Chair Dave Sullivan was leery about spending a great deal of time on technical issues handled by staff, such as the validity of offering exceptions to turn radiuses, but Kirk said she was not as concerned about run-of-the-mill technical exceptions as those cases where a variety of interpretations could be used.


In the subdivision case, the interpretation came down to what qualified as a critical environmental feature. City staff and an outside engineer hired by the neighborhood had differing conclusions about whether the CEF would qualify for an administrative variance, as defined under the city code.


Commissioner Mandy Dealey, in particular, wanted to see some backup on granted variances on Planning Commission cases or even a listing of various variances that can be granted by city staff. The commission’s comfort level with waivers, and how city staff applies them, would only come with seeing them in action, Dealey told her colleagues.


“We can’t approve all kinds of administrative variances and subdivisions, and I think that the idea has come up, how free is staff to grant variances and at what point should those variances be addressed?” Dealey said after the meeting. “We don’t know what variances have been granted. We just get a staff recommendation in our backup that it meets all the requirements.”


Lloyd did agree that the commission did have options in terms of pulling some variances back under the commission’s approval. After some review of cases, the commission could decide to recommend a change in the land use code for subsequent cases, or waivers, to require commission approval.


“The answer is to consider making those permissive waivers, instead of granted waivers, and then it would be looked at by the commission,” Lloyd said. “As long as the code gives that authority solely to staff, however, it really legally complicates it and creates with subdivisions if it appears that the commission is assuming that authority when it’s not granted in code.”


Commissioners also discussed whether it might be advisable, in the more controversial contested cases, to provide some findings, just as they do to approve variances at the Board of Adjustment. Current requirements simply set out a requirement of “deliberations.” Lloyd said such documentation could be meaningful, as long as it was more deliberative than reading a list from city code.


“The more unique a condition is to a project, the more a condition is very specific to the unique characteristics of the property, or the more ‘out there’ a condition is, the more important it is to have on the record an explanation as to why,” Lloyd said. “A condition needs to proportionate to the impacts of the development, and it needs to not be arbitrary or capricious.”

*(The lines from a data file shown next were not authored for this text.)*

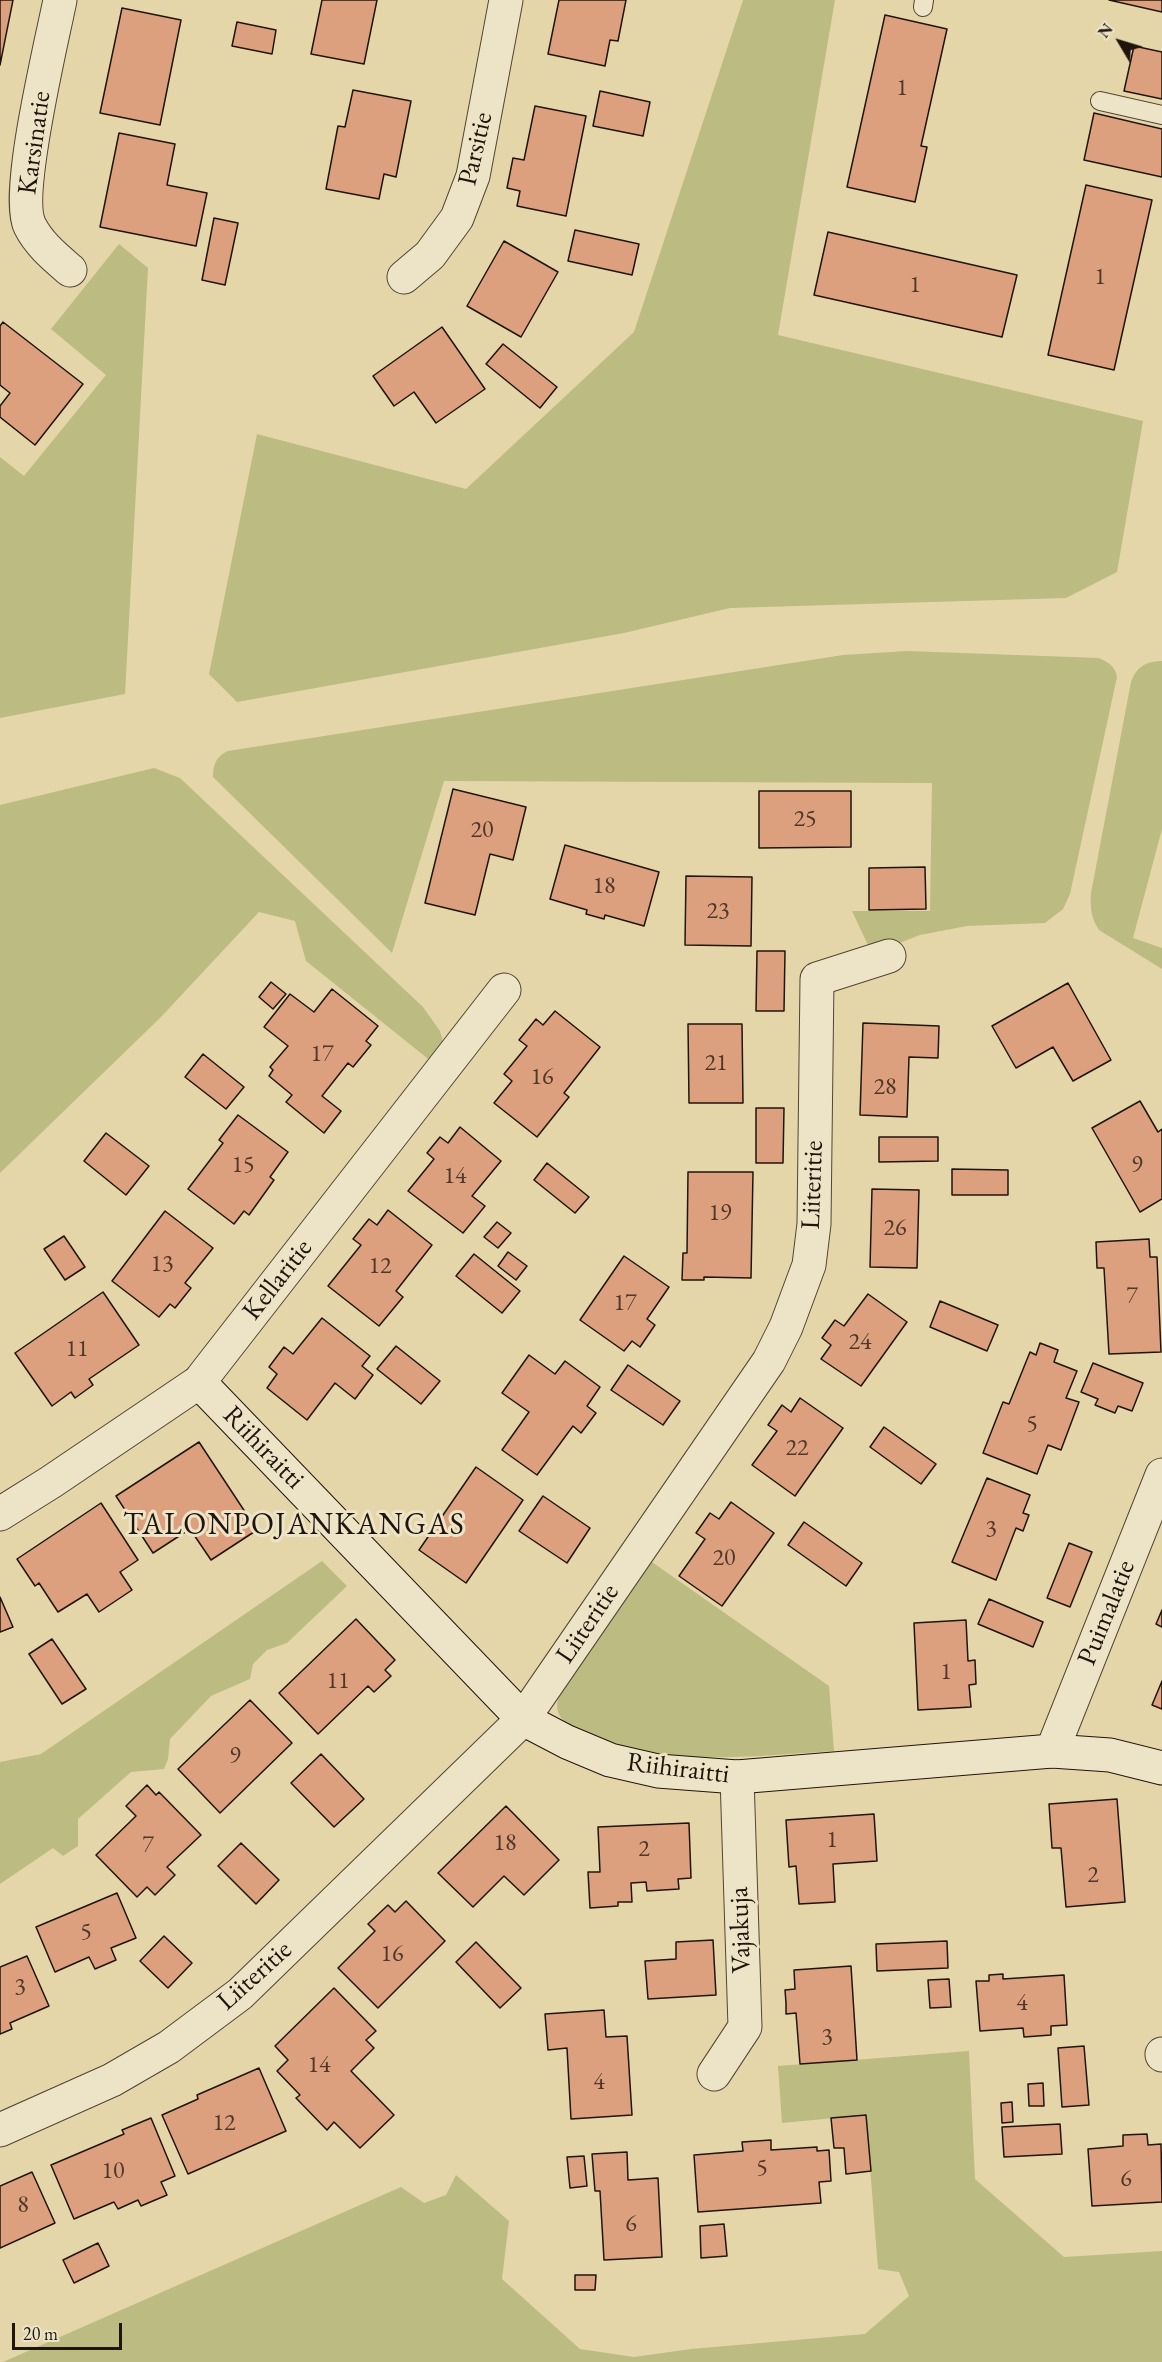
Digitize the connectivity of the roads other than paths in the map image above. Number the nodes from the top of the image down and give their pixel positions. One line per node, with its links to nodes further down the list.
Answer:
1 (60, 0): 5 (street, Karsinatie)
2 (506, 0): 6 (street, Parsitie)
3 (1100, 101): 4 (lane)
4 (1162, 115)
5 (69, 270)
6 (404, 277)
7 (889, 956): 12 (street, Liiteritie)
8 (504, 990): 9 (street, Kellaritie)
9 (199, 1382): 11 (street, Kellaritie); 12 (street, Riihiraitti)
10 (1162, 1474): 13 (street, Puimalatie)
11 (0, 1514)
12 (523, 1719): 15 (street, Riihiraitti); 17 (street, Liiteritie)
13 (1052, 1751): 14 (street, Riihiraitti); 15 (street, Riihiraitti)
14 (1162, 1768)
15 (737, 1777): 16 (street, Vajakuja)
16 (714, 2074)
17 (0, 2130)

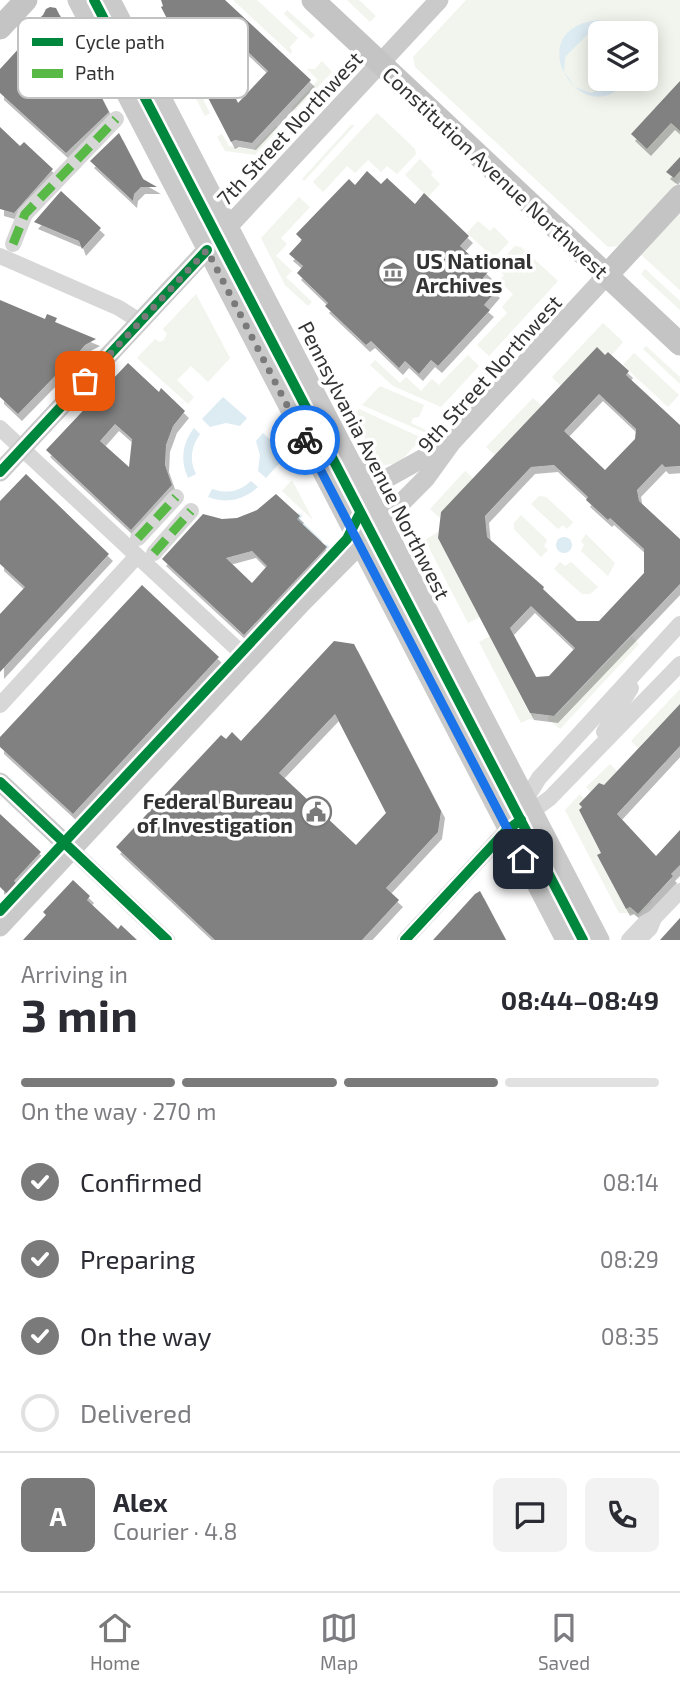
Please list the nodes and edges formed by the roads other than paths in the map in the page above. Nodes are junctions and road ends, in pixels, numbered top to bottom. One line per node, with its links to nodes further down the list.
1 (26, 0): 8 (highway)
2 (76, 0): 6 (main road)
3 (111, 0): 7 (main road, Pennsylvania Avenue Northwest)
4 (313, 0): 9 (highway, Constitution Avenue Northwest)
5 (439, 0): 9 (main road, 7th Street Northwest)
6 (85, 18)
7 (120, 18)
8 (0, 28)
9 (380, 63): 14 (main road, 7th Street Northwest); 18 (highway, Constitution Avenue Northwest)
10 (127, 98): 16 (main road)
11 (162, 98): 14 (main road, Pennsylvania Avenue Northwest)
12 (116, 119): 15 (street)
13 (680, 196): 18 (highway)
14 (228, 227): 16 (main road, 7th Street Northwest); 24 (main road, Pennsylvania Avenue Northwest)
15 (13, 244)
16 (207, 250): 19 (main road, 7th Street Northwest); 30 (main road)
17 (0, 256): 19 (street)
18 (607, 275): 20 (highway, Constitution Avenue Northwest); 22 (main road, 9th Street Northwest)
19 (141, 322): 23 (main road, 7th Street Northwest)
20 (680, 344)
21 (0, 428): 23 (street)
22 (452, 442): 24 (main road); 28 (main road, 9th Street Northwest)
23 (22, 448): 25 (main road, 7th Street Northwest); 32 (street)
24 (353, 465): 28 (main road, Pennsylvania Avenue Northwest)
25 (0, 472)
26 (176, 497): 29 (street)
27 (191, 511): 31 (street)
28 (382, 523): 30 (main road, 9th Street Northwest); 40 (main road, Pennsylvania Avenue Northwest)
29 (138, 538)
30 (359, 544): 35 (main road, 9th Street Northwest); 41 (main road)
31 (154, 553)
32 (137, 556): 35 (street); 37 (street)
33 (680, 624): 40 (street)
34 (680, 632): 38 (street)
35 (248, 660): 42 (main road, 9th Street Northwest)
36 (680, 664): 38 (street)
37 (0, 705)
38 (580, 765): 40 (street)
39 (0, 782): 42 (main road)
40 (530, 804): 41 (street); 49 (main road, Pennsylvania Avenue Northwest)
41 (507, 830): 47 (street); 48 (main road)
42 (72, 850): 45 (main road, 9th Street Northwest); 46 (street)
43 (680, 891): 44 (street)
44 (654, 918): 50 (street); 51 (street)
45 (0, 927)
46 (167, 940)
47 (405, 940)
48 (565, 940)
49 (600, 940)
50 (629, 940)
51 (638, 940)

Such specific documentation, if the decision is challenged, provides more evidence of a well-detailed deliberative process, Lloyd said.


Director Greg Guernsey agreed to compile documentation to give commissioners a fuller idea of what administrative variances are allowed and how they are used.


Dealey also wanted the commission to take up the issue of private deed restrictions. Private deed restrictions are not considered in determining cases, even though they are legally binding documents, Dealey said. At that point, it is no longer a land use case; it is an agreement between two consenting parties.


“I want to know if there’s a deed restriction on a piece of property that prohibits whatever we’re being asked to approve,” Dealey said. “Under my circumstances, my inclination on such a case would be say, ‘Okay, if there’s a private deed restriction against this on the property, I’m not inclined to approve it.’ They need to go ahead and go work those things out before they come to us.”